Throughput is the measure of how many requests the application is servicing per unit of time, usually within a second or a minute, abbreviated as RPS or RPM. It doesn’t relate directly to what end users see as a given “page” they perceive is made up of dozens or even hundreds of smaller pieces, many coming from content distribution networks, third-party environments, or from the same application via secondary requests–not to mention applications whose primary user interfaces are text message or interactive voice response.

Throughput is an important measurement to take at a frequent interval and to compare over long periods of time because it marries user trends to capacity and responsiveness. New Relic is a great service for monitoring throughput, and we build it into almost every product we create or manage.

Bottlenecks

Bottlenecks are the application’s constraints on throughput–given a load exceeding it’s capacity. The most common bottleneck is the relational database. So much so that problems caused by optimizing or replacing relational databases with non-relational systems–without first analyzing the whole system for constraints–are becoming almost as common a source of problems.

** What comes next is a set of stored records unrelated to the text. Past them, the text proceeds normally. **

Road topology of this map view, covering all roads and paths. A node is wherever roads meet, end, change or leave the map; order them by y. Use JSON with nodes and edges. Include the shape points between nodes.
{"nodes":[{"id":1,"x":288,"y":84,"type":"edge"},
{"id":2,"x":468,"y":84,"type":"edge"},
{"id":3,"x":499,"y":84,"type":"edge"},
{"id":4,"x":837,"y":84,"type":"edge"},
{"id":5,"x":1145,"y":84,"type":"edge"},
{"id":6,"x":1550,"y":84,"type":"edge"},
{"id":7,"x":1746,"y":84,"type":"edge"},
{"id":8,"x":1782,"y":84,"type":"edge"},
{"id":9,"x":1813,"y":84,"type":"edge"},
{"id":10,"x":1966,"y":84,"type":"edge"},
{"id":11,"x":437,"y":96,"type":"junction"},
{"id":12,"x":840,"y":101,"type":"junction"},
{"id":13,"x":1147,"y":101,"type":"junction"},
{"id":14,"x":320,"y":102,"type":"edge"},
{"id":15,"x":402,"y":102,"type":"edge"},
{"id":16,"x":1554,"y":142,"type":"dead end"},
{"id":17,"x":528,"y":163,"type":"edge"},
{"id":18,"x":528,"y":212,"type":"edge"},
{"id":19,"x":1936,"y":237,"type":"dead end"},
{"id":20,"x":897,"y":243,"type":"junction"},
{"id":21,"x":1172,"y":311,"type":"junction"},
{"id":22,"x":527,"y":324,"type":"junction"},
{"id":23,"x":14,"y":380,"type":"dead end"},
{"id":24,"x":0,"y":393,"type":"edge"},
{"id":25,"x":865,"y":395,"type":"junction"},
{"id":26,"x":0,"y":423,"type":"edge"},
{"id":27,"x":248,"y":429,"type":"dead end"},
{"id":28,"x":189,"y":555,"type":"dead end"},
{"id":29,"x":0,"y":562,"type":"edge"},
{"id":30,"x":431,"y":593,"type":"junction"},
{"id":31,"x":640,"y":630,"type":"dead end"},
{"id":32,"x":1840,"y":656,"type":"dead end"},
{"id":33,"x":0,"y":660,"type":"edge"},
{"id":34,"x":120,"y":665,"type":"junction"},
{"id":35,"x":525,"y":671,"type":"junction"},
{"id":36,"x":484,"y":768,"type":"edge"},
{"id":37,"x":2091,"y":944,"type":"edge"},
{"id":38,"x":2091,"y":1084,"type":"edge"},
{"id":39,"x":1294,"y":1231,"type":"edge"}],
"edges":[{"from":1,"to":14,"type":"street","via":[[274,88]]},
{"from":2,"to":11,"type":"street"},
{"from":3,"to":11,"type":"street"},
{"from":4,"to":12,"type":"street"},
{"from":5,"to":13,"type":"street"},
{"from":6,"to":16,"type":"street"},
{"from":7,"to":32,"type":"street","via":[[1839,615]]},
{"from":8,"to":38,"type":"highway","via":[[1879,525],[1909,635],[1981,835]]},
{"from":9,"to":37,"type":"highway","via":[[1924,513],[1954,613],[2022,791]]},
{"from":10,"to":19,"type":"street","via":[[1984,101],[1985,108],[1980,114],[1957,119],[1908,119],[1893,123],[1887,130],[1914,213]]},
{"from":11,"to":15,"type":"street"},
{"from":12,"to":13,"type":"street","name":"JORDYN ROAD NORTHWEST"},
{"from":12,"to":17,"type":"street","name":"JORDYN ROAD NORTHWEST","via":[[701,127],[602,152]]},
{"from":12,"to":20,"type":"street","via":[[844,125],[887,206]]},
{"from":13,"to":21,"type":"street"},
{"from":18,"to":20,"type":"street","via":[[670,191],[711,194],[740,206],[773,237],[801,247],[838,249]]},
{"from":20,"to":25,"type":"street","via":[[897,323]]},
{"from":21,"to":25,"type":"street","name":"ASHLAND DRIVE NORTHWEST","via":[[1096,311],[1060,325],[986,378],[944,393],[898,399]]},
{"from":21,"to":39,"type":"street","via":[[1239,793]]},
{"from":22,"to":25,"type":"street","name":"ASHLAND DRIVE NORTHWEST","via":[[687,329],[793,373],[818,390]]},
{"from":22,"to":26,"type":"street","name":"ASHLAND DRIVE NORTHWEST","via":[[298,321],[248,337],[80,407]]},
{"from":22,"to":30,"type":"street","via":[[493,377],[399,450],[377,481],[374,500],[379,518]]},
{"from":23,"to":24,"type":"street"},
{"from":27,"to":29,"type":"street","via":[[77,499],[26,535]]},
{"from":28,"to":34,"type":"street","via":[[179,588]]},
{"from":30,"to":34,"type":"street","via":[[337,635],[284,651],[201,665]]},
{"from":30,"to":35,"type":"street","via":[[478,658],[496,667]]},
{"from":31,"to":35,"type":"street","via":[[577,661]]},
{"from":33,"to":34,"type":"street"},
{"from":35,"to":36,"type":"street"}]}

Because of its detailed breakdown of throughput, New Relic is a great service for finding bottlenecks in applications in their production environments. And, finding bottlenecks there instead artificial load test environments is crucial even if both are used.

That’s a lot to think about; keep it simple

The ability to constantly finely tune production capacity requires fine-grained monitoring of that efficiency as a function of holistic cost, production throughput, and customer satisfaction.

The best advice we can give is to forget all of this, gather a few napkins and stakeholders and sketch the goals you have that monitoring supports and how it could do so. Afterwards, worry about the what, when, and how.